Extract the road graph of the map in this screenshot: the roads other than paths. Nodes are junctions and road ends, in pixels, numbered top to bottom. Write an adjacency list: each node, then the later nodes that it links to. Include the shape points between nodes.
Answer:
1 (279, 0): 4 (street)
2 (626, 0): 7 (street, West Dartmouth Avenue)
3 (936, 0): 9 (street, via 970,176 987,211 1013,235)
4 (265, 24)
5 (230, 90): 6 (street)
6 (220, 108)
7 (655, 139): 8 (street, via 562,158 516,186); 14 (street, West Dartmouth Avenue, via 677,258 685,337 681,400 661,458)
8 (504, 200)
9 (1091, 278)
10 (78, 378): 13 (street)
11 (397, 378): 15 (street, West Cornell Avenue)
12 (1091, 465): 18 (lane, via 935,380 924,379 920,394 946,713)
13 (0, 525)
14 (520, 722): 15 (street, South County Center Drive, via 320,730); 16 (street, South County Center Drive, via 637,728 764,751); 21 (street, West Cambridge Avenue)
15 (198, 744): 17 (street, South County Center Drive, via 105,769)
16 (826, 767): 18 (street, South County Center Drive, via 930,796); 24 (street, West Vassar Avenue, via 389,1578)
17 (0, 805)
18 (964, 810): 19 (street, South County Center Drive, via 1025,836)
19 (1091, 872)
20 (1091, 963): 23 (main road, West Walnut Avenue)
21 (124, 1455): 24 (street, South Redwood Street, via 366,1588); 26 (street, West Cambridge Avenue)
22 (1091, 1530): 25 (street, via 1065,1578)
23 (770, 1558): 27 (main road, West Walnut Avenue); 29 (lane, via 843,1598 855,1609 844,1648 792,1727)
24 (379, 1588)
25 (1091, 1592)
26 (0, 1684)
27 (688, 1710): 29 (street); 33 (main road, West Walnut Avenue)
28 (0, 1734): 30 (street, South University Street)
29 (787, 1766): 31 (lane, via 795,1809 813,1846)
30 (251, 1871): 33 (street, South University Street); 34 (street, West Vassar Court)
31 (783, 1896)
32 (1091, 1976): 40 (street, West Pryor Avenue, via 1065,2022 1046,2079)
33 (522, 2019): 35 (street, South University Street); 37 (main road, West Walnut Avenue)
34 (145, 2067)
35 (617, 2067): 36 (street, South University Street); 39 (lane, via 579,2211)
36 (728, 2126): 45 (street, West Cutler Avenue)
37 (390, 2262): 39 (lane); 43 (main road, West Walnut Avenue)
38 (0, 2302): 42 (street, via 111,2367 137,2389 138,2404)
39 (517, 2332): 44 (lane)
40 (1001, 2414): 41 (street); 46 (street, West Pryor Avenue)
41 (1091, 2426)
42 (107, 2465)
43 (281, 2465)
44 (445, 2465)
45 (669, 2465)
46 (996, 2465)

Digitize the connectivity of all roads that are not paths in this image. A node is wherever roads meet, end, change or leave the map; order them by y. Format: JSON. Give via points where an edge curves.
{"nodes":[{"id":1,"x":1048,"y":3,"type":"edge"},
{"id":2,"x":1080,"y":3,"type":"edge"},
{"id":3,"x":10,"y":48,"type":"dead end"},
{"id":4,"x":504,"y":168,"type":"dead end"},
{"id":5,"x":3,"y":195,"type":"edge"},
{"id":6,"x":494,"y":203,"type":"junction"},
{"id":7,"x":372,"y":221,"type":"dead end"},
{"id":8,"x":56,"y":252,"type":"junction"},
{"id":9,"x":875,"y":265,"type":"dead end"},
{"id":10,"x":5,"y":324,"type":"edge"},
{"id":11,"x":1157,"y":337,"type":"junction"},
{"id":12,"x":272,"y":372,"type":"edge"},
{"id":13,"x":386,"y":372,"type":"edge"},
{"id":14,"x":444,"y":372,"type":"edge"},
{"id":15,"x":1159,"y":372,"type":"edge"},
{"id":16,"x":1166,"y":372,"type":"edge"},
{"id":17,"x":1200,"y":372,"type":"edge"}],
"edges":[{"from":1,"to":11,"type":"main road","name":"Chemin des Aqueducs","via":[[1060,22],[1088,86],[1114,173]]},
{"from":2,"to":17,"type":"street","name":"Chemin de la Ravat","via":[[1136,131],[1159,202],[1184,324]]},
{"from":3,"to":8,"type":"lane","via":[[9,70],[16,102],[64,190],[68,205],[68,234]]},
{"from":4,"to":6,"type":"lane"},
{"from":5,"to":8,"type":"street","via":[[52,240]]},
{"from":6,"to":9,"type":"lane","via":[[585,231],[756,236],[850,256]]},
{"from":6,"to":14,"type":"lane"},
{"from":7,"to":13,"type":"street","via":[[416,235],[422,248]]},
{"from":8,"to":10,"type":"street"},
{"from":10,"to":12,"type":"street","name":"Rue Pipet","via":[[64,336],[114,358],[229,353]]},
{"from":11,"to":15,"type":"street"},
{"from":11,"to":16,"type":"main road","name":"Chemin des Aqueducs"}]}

--*--

_PROBLEM REQUIREMENTS:_ Each line above that contains the word "Vassar" should be copied.

_PROBLEM SOLUTION:_
16 (826, 767): 18 (street, South County Center Drive, via 930,796); 24 (street, West Vassar Avenue, via 389,1578)
30 (251, 1871): 33 (street, South University Street); 34 (street, West Vassar Court)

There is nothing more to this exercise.